O inventário das árvores foi gerado por meio da tecnologia Netflora, metodologia da Embrapa Acre que emprega drones e algoritmos de inteligência artificial (IA) para identificar castanheiras e outras espécies florestais em imagens aéreas. Além dos grupos em Lábrea, outras duas comunidades extrativistas já utilizam a plataforma para mapear os castanhais.
Como funciona o mapeamento digital?
O objetivo principal da ferramenta é auxiliar os coletores no planejamento da safra. Ao identificar novas árvores próximas às trilhas já utilizadas, os extrativistas podem reorganizar seus percursos e ampliar a área explorada, o que ajuda a compensar eventuais perdas em anos de baixa produção.
O sistema também revela árvores situadas em uma faixa de 200 metros para cada lado das margens das trilhas de coleta. Isso amplia o conhecimento sobre o território, já que o campo de visão comum dos coletores na floresta é de cerca de 70 metros. Com a informação digital, é possível somar árvores que antes não eram visualizadas durante as rotas tradicionais.
Apesar do avanço tecnológico, o pesquisador Luciano Ribas ressalta que a inovação não substitui o conhecimento tradicional dos extrativistas, que são responsáveis por validar na prática o que é viável executar no território.
Gestão de território e produtividade
Para os trabalhadores, o mapa traz clareza na definição das divisas das trilhas. A marcação geográfica ajuda a evitar conflitos sobre onde termina a área de um coletor e começa a do vizinho. Coletores relatam que a tecnologia facilita a organização do trabalho e permite identificar árvores produtivas que estavam escondidas na vegetação.
Ao longo de dois anos, o projeto também promoveu capacitações em boas práticas de produção, abrangendo técnicas de manejo, planejamento de rotas, armazenamento e o uso de equipamentos de proteção individual (EPIs). Devido a dificuldades de leitura e visão de alguns integrantes, parte do treinamento foi adaptada para vídeos no YouTube, incluindo animações e guias de uso do aplicativo.
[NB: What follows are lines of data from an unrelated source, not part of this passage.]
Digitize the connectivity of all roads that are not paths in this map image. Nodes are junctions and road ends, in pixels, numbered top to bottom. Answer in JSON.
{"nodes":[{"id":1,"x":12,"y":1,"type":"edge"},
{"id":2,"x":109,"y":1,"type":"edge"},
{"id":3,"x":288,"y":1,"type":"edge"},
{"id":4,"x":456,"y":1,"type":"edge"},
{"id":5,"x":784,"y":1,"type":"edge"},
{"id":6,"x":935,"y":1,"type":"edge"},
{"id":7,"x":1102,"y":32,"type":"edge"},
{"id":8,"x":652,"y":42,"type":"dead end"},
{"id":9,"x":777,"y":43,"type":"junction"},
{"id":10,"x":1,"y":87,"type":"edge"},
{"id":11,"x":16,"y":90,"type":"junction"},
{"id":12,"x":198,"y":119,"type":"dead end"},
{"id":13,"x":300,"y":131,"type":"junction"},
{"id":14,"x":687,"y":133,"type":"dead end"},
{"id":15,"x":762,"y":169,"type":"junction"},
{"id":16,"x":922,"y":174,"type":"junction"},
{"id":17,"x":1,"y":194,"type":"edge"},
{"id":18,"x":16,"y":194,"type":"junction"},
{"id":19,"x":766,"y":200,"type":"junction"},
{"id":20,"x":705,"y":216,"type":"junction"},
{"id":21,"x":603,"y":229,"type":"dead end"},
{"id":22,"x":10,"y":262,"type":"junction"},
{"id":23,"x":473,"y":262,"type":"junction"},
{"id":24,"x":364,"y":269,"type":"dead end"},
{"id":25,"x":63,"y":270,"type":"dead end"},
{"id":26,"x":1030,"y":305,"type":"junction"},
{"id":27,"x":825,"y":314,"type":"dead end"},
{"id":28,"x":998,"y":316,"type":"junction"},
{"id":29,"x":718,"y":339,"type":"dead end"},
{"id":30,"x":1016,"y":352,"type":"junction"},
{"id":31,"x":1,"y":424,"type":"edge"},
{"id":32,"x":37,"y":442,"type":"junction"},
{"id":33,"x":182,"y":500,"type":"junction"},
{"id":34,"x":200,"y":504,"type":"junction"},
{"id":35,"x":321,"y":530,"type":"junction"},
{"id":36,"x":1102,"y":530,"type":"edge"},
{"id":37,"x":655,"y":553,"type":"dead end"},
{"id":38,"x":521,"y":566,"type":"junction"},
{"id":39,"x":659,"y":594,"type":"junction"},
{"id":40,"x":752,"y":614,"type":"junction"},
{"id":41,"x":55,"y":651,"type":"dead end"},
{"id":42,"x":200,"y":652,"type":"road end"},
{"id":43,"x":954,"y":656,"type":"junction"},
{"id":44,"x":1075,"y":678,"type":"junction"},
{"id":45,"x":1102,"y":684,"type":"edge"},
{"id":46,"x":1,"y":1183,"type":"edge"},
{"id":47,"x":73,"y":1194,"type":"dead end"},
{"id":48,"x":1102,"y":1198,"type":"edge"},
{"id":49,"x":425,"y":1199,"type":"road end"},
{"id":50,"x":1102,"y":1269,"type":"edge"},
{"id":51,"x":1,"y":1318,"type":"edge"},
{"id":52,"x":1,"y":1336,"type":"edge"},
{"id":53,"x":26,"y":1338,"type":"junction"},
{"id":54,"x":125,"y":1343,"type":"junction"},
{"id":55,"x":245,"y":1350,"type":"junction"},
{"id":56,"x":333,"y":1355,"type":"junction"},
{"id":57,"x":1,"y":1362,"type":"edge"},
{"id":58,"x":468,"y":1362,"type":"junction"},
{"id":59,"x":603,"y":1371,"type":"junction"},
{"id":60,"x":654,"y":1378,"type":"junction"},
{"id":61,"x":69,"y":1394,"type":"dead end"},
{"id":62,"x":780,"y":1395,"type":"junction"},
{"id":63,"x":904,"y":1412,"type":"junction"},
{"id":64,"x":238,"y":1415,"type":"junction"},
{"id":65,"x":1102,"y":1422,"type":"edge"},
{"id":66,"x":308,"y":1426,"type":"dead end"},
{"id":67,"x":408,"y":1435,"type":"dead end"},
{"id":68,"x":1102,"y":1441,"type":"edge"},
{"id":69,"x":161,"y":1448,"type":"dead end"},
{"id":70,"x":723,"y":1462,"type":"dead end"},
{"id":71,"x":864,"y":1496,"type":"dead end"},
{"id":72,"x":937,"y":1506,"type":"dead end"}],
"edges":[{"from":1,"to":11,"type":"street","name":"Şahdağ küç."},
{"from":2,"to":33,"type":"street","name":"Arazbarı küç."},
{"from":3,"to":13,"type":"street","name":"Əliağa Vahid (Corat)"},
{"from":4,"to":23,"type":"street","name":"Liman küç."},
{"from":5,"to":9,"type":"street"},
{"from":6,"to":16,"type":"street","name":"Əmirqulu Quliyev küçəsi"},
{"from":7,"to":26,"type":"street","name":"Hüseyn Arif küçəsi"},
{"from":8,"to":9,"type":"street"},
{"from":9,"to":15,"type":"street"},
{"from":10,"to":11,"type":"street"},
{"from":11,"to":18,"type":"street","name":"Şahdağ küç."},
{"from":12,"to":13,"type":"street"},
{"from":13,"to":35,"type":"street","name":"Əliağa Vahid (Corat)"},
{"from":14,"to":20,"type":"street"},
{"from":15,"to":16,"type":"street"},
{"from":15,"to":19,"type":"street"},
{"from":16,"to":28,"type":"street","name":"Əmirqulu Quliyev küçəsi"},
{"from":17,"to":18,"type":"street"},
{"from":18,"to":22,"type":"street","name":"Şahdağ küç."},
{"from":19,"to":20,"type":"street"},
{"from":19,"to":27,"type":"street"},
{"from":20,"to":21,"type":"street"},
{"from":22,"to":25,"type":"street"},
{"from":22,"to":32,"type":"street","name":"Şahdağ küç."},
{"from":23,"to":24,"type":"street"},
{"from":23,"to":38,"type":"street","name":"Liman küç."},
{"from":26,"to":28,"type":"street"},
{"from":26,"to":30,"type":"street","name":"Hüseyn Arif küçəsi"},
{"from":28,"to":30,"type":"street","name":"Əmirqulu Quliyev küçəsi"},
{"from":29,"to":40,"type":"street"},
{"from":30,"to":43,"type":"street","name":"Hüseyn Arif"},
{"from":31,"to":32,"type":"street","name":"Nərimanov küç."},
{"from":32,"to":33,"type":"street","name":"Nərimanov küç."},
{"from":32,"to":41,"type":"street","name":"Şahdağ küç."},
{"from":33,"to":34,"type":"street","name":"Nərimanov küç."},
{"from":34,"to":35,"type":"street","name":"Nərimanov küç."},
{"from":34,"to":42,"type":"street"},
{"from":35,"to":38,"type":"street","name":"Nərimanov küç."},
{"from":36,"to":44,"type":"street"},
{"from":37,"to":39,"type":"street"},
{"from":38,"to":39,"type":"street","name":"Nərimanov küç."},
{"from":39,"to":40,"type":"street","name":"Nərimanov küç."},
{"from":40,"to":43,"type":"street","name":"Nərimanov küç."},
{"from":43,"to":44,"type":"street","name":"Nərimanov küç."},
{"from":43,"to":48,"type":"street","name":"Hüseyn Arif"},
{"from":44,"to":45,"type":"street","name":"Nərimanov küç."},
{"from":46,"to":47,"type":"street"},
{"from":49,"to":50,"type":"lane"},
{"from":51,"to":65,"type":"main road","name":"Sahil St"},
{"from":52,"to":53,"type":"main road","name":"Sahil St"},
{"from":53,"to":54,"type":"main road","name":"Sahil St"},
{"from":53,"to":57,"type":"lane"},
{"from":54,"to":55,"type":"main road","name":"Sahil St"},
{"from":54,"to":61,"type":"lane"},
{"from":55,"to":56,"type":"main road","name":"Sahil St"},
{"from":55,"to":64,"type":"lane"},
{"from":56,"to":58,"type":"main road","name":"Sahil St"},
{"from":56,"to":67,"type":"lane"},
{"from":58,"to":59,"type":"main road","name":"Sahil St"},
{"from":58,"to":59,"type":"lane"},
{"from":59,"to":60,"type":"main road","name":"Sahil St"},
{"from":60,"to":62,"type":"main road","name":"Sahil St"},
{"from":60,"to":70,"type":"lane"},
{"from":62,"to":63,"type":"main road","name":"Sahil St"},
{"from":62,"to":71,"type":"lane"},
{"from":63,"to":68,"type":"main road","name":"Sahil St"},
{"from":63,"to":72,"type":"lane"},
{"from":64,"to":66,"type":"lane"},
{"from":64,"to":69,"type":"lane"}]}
Conservação e créditos de carbono
As áreas mapeadas estão inseridas em uma iniciativa de produção de créditos de carbono que integra o Projeto Rio Madeira REDD+. A ação busca conciliar a conservação de 52 mil hectares de floresta entre os estados do Amazonas e Rondônia com a geração de renda para as comunidades extrativistas.
O projeto prevê a mitigação de mais de 15 milhões de toneladas de CO₂ em um período de 30 anos ao evitar o desmatamento na região conhecida como Amacro.